Top ten gifts for solicitors
Fingers crossed over what Santa has in his sack for you? The Gazette takes a peek at the presents you need to set you up for 2002
A rainmaker: It is a truth universally acknowledged that there are three types of lawyers: finders, minders and grinders.
Rainmakers - those lawyers who are adept at the client schmooze and actively bring work into the firm - fit into the first category, and in the murky gloom of an oncoming economic slowdown, will become as rare and highly sought-after as the key to the partnership drinks cabinet.However robust business may be this year, the chances are that at some point in the coming 12 months, regular sources of income will, if they do not dry up, at least become shallower and harder to plumb.
Greg Abrahams, a director of private practice recruitment with TMP QD Legal, says: 'In the downturn, it's the rainmakers who everyone is eager to get.
In boom times, work comes to the law firms, but during the downturn rainmakers are essential to bring the work in.' If you can't poach decent rainmakers, grow your own - encourage your lawyers to dig themselves out from behind their desks, polish up their small talk, and start wooing clients.
Charm is the order of the day - grit your teeth and take potential clients to a musical, develop a sudden interest in art exhibitions, even follow the example of some US lawyers and take them to cookery and creative classes.
You may come out of the exercise with not only a nice Victoria Sponge, but also a bunch of new contacts, a fat contract for the firm, and glowing approval - and subsequent job security - from your senior partners.
Victoria MacCallum
An advocacy department: Mark Humphries - head of advocacy at Linklaters and former chairman of the Solicitors Association of Higher Court Advocates - told the Gazette recently: 'Law students today believe a lawyer is a lawyer and want to possess all the skills.'Just as big an issue is that many clients today maintain that a lawyer is a lawyer and that they should have all the skills.
Why, they ask, can't their solicitor handle their advocacy work? Either way, it seems wise for forward-thinking solicitors' firms to act accordingly.'I think it's important now for firms to have advocacy capability,' says Mr Humphries.
'Solicitors don't necessarily want to replicate the bar by taking on cases; what they would rather is to continue with advocacy for their own clients.' He says if firms are to offer the chance for solicitors to practise advocacy, then the training must go beyond the 12-months' experience route offered by the Higher Courts Qualification Regulations 2000.
'You can't learn advocacy in a year,' Mr Humphries says.

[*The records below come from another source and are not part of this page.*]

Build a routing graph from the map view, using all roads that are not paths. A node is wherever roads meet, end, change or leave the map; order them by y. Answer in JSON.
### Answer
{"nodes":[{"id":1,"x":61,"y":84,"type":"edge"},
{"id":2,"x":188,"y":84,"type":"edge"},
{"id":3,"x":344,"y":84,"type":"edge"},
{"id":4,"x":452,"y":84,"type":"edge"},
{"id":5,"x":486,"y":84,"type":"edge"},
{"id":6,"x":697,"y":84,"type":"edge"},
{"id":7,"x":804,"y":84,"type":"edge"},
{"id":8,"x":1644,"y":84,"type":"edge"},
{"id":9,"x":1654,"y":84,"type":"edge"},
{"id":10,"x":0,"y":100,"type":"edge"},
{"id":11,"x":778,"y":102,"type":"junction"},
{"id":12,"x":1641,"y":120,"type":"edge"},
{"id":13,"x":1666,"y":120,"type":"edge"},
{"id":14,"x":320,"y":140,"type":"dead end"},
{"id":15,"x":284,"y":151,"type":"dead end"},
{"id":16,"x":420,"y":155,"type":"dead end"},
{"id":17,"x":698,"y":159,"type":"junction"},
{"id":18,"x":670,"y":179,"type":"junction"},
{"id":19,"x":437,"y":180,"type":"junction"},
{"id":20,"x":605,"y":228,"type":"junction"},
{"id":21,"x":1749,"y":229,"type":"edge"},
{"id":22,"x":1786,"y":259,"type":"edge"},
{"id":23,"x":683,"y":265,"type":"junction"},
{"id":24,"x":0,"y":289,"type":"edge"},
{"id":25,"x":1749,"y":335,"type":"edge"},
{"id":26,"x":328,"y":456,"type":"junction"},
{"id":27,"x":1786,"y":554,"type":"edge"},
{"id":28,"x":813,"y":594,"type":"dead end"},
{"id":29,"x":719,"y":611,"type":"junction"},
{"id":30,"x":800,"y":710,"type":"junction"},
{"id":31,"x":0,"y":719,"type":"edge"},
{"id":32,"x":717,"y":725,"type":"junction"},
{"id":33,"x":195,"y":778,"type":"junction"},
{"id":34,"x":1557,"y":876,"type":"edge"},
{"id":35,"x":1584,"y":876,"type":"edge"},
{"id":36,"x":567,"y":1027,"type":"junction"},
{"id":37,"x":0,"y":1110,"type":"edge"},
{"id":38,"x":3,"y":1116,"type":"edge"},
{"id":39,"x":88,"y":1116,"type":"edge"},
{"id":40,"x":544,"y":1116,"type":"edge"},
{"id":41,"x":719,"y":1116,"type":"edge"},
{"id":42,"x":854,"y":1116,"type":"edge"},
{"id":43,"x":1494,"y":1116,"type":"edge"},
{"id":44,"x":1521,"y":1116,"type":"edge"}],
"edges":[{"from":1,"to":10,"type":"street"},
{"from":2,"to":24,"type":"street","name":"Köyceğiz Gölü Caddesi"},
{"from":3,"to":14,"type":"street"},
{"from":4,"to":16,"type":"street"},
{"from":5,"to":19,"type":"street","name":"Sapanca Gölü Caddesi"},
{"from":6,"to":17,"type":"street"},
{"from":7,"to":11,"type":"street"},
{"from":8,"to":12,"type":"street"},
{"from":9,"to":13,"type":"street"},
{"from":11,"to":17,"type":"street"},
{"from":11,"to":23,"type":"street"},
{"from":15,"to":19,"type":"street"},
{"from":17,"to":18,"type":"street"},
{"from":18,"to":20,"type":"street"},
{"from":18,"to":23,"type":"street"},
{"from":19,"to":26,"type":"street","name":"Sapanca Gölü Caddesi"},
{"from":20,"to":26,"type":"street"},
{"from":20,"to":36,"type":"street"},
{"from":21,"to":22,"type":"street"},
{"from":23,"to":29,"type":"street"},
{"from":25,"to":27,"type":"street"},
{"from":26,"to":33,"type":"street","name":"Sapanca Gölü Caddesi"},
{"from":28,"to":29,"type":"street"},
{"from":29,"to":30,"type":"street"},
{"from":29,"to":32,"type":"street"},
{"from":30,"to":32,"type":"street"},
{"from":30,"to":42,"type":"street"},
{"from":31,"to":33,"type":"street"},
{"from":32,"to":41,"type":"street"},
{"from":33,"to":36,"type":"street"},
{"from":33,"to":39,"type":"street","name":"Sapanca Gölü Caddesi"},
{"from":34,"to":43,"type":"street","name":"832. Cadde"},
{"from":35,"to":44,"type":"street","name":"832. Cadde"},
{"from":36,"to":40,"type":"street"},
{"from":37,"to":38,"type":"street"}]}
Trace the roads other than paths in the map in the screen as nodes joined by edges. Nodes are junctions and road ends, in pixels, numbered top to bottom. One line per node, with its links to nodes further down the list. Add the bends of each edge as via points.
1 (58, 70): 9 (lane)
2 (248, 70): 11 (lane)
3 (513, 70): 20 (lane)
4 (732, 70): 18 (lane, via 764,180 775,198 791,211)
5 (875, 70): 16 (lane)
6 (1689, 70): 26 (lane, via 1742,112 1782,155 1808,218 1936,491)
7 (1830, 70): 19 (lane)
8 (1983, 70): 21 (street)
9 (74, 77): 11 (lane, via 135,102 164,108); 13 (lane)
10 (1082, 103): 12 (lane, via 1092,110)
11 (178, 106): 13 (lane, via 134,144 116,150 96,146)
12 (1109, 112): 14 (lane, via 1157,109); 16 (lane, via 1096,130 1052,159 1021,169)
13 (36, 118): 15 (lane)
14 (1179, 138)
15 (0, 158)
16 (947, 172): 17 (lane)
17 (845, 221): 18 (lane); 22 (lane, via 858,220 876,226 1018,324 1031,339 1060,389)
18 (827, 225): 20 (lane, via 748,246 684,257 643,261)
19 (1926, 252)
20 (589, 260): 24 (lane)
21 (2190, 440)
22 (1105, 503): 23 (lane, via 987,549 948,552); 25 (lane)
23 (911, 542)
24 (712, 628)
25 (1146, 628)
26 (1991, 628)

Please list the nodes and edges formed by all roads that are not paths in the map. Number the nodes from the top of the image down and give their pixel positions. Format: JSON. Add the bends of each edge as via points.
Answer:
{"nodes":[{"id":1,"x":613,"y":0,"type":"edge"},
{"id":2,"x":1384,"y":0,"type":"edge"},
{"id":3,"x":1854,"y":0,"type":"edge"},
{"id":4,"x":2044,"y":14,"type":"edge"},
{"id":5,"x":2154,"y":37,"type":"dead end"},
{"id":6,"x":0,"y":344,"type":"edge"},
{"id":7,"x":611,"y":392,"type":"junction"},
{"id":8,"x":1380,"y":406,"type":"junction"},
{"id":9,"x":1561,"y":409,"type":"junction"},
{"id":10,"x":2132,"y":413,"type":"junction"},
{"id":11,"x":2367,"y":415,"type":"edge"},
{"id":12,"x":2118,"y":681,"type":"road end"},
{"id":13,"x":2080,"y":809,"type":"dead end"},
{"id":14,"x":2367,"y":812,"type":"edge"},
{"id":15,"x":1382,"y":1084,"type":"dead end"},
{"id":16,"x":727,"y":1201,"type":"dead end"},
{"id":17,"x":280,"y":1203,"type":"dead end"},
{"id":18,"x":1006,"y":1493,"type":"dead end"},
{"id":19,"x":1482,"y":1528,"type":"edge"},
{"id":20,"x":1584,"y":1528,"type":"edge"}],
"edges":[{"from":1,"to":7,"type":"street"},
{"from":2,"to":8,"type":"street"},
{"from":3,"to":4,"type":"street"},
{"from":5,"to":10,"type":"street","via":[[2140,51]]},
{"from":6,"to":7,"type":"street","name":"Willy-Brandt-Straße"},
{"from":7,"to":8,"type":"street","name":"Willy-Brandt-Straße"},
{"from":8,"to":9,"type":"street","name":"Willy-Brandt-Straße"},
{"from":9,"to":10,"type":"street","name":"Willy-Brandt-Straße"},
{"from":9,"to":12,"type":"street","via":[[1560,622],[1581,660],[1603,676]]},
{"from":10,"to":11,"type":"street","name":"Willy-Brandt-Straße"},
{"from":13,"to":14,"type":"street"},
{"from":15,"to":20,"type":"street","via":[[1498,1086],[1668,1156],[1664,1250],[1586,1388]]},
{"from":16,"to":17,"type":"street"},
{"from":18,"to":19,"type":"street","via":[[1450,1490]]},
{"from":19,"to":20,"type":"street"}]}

'You can be taught it in a year, but to be fully competent you need to go out there, make mistakes and learn from them.'For firms wondering whether an advocacy department is the right move for them, Mr Humphries sees the answer as fairly black and white.
'If a firm is looking to provide a full litigation service then there is no question to answer - you need such capability,' he says.
'The only question to ask yourselves is how well you do it.'Andrew Towler
An IT manager: The role of IT personnel has reached the stage where Clifford Chance recently issued a press release to announce that its international IT director was leaving.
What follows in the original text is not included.